**Work instructions**
I need the number of lines in the following entries that hold the word "Maria", and no other text.

── Data provided

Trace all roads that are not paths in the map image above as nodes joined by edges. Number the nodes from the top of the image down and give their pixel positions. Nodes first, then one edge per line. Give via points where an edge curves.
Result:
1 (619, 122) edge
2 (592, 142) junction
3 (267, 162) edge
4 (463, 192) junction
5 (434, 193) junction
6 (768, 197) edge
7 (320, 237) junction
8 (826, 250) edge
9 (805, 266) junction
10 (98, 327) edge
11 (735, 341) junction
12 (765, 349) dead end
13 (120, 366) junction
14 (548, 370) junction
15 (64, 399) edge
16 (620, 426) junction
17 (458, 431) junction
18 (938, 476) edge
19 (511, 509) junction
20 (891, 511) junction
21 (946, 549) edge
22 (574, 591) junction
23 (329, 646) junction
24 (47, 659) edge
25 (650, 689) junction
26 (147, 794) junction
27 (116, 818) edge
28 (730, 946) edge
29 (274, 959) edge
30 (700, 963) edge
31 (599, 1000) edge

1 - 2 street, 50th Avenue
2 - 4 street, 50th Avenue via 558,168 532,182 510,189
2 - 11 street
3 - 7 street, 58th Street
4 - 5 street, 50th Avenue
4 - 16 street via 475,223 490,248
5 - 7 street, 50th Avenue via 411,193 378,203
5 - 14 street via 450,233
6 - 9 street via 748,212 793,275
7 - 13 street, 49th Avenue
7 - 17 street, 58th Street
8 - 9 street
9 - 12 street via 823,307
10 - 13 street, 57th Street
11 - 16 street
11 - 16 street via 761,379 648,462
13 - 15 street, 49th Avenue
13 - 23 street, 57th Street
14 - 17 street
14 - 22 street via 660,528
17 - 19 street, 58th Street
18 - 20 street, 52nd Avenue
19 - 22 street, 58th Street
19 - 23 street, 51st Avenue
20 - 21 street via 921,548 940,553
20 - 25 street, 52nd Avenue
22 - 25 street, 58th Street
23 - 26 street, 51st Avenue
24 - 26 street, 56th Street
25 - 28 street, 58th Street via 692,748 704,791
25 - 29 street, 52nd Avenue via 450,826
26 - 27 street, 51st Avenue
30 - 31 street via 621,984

────
── Data provided

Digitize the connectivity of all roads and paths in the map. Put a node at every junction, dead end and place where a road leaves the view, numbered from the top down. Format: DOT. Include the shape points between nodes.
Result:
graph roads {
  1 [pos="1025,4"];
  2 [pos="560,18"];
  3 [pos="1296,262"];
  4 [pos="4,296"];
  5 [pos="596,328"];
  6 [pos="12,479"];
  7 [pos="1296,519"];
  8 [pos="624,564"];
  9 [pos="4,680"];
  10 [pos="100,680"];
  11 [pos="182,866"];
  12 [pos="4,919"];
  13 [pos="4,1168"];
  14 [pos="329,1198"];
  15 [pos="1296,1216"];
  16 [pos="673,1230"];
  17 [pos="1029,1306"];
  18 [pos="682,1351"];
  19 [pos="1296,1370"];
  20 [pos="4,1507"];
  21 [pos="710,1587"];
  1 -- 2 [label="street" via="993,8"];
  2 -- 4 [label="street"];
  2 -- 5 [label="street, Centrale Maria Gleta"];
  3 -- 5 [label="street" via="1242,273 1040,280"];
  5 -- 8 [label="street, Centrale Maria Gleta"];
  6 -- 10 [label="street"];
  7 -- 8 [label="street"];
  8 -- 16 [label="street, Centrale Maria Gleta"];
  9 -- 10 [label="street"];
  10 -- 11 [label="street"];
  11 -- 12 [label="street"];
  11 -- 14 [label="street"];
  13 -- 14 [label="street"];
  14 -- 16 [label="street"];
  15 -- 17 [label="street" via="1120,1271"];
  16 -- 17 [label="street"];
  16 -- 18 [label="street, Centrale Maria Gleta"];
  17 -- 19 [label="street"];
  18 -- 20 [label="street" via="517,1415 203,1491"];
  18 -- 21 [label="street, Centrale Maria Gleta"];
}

────

**Result below**
5